D’autre part, deuxième corrélat, la dissuasion nucléaire restera un facteur politico-militaire structurel à l’échelle mondiale, en particulier dans un contexte de durcissement et de dérégulation des opérations. Toutes les puissances actuelles modernisent qualitativement leurs arsenaux (seule la Chine le faisant également quantitativement) pour les faire perdurer au-delà de 2040. Par ailleurs, plusieurs États sont susceptibles de se doter d’un armement nucléaire. Si la nécessité de maintenir de la dissuasion se confirme ainsi – elle ne faisait pas réellement l’objet de débats –, elle invite également à un questionnement sur la corrélation, traditionnellement importante en France, entre forces conventionnelle et nucléaire, qui se renforcent mutuellement.

Incidemment, poser la question de la corrélation des forces revient également à poser la question de l’action en coalition – devenue systématique – et de ses modes d’action. Or les États occidentaux devraient rester dans l’« impuissance de la puissance » (8). Ce phénomène est essentiellement dû à une mauvaise compréhension ou application des élémentaires stratégiques. La multiplication d’opérations aux enjeux mal cernés par les opinions publiques, ou les décideurs politiques, doublée d’une réduction des moyens budgétaires et humains est ainsi problématique. Aussi, si la gouvernance des coalitions est un véritable enjeu, ceux liés aux forces nationales ne sont pas moins importants. Pratiquement toutefois, interroger les deux concepts, les trois points clés et les deux corrélats permet d’affiner les besoins des forces, mais aussi d’en revenir aux fondamentaux de la politique de défense.

Article paru dans Défense & Sécurité Internationale, hors-série n°55, août-septembre 2017.

Notes

(1) Le terme, fréquemment utilisé, nous paraît inapproprié à plusieurs égards. D’une part, parce qu’il recouvre un secteur bien précis, qui n’est pas celui des relations internationales ou de la politique étrangère à laquelle il est souvent réduit.

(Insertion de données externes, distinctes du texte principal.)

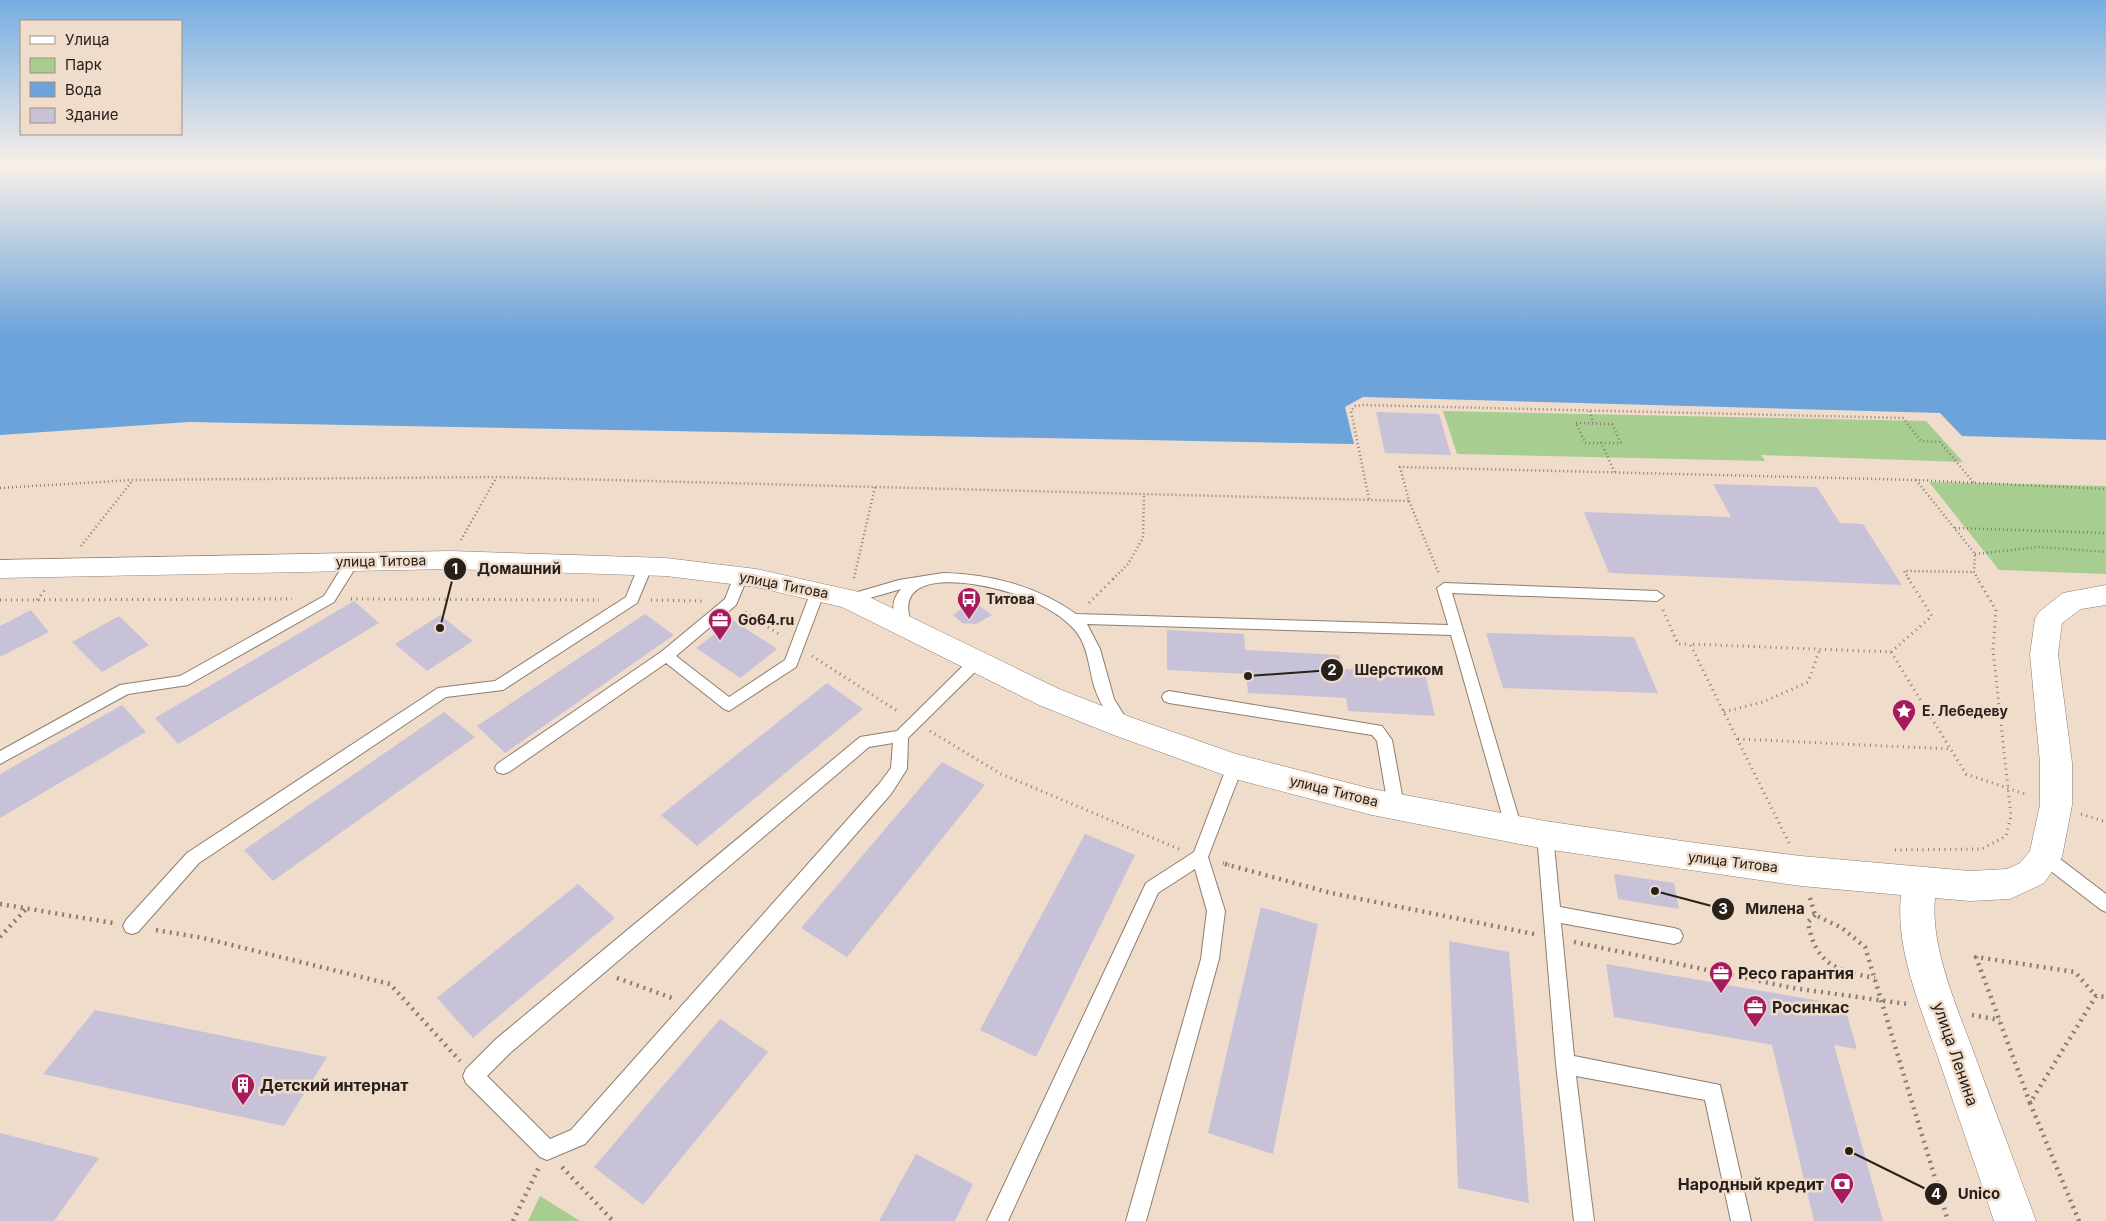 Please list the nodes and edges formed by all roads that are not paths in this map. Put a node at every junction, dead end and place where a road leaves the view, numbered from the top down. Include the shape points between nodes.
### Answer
1 (352, 562) junction
2 (645, 567) junction
3 (0, 569) edge
4 (741, 576) junction
5 (927, 578) junction
6 (818, 591) junction
7 (2106, 595) edge
8 (1656, 596) road end
9 (849, 599) junction
10 (1074, 619) junction
11 (905, 625) junction
12 (1456, 630) junction
13 (666, 656) junction
14 (977, 661) junction
15 (1169, 697) dead end
16 (1122, 726) junction
17 (900, 736) junction
18 (0, 758) edge
19 (1234, 766) junction
20 (503, 768) dead end
21 (1396, 806) junction
22 (1514, 829) junction
23 (1545, 835) junction
24 (1200, 857) junction
25 (2045, 857) junction
26 (1919, 882) junction
27 (2106, 904) edge
28 (1552, 913) junction
29 (132, 926) road end
30 (1674, 936) dead end
31 (1565, 1064) junction
32 (998, 1221) edge
33 (1136, 1221) edge
34 (1584, 1221) edge
35 (1741, 1221) edge
36 (2015, 1221) edge

1 - 2 main road, улица Титова via 450,560
1 - 3 main road, улица Титова
1 - 18 lane via 329,599 183,681 125,689
2 - 4 main road, улица Титова
2 - 29 lane via 632,600 498,686 442,692 193,858
4 - 6 main road, улица Титова
4 - 13 lane via 731,602
5 - 9 lane via 895,584
5 - 10 lane via 950,576 1014,588
5 - 11 lane via 910,587 901,598 899,611
6 - 9 main road, улица Титова
6 - 13 lane via 792,663 729,705
7 - 25 main road via 2073,600 2049,620 2044,654 2056,764 2056,805
8 - 12 lane via 1444,588
9 - 11 main road, улица Титова
10 - 12 lane
10 - 16 lane via 1086,632 1096,654 1105,696
11 - 14 main road, улица Титова
12 - 22 lane
13 - 20 lane
14 - 16 main road, улица Титова via 1049,697
14 - 17 lane
15 - 21 lane via 1376,730 1384,740
16 - 19 main road, улица Титова
17 - 17 lane via 900,769 885,789 578,1137 547,1150 473,1076 503,1046 865,741
19 - 21 main road, улица Титова
19 - 24 lane
21 - 22 main road, улица Титова
22 - 23 main road, улица Титова
23 - 26 main road, улица Титова via 1796,853
23 - 28 lane
24 - 32 lane via 1152,888
24 - 33 lane via 1216,911 1210,959
25 - 26 main road, улица Титова via 2032,873 2010,884 1970,886
25 - 27 lane
26 - 36 main road, улица Ленина via 1916,913 1923,953
28 - 30 lane
28 - 31 lane
31 - 34 lane
31 - 35 lane via 1713,1092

D’autre part, parce que la « géopolitique » est une politique déterminée par la géographie, alors que le propre de toute politique – a fortiori stratégique – est de dépasser les déterminismes.
(2) Lequel reposait sur un maillage d’institutions (Conseil de l’Europe, OSCE, partenariat OTAN-Russie) permettant le dialogue en cas de conflit avant d’en arriver à l’usage de la force.
(3) La stratégie intégrale (Poirier) ou générale (Castex) d’un pays consiste à définir ses objectifs de puissance et à articuler les moyens nécessaires pour les atteindre.
(4) Voir Joseph Henrotin, Techno-guérilla et guerre hybride. Le pire des deux mondes, Nuvis, Paris, 2014.
(5) Dix-sept attaques chimiques ont été comptabilisées en Irak de 2004 à 2008, d’autres ont eu lieu en Syrie et en Irak depuis 2011.
(6) Sur cette distinction et leurs interrelations : Joseph Henrotin, L’art de la guerre à l’âge des réseaux, Wiley, Londres, 2017.
(7) Voir notamment l’accroissement du nombre de pénétrations russes dans les zones d’identification aériennes – voire les espaces aériens – européennes.
(8) Voir notamment Stéphane Chalmin (Dir.), Gagner une guerre aujourd’hui ?, Economica, Paris, 2013.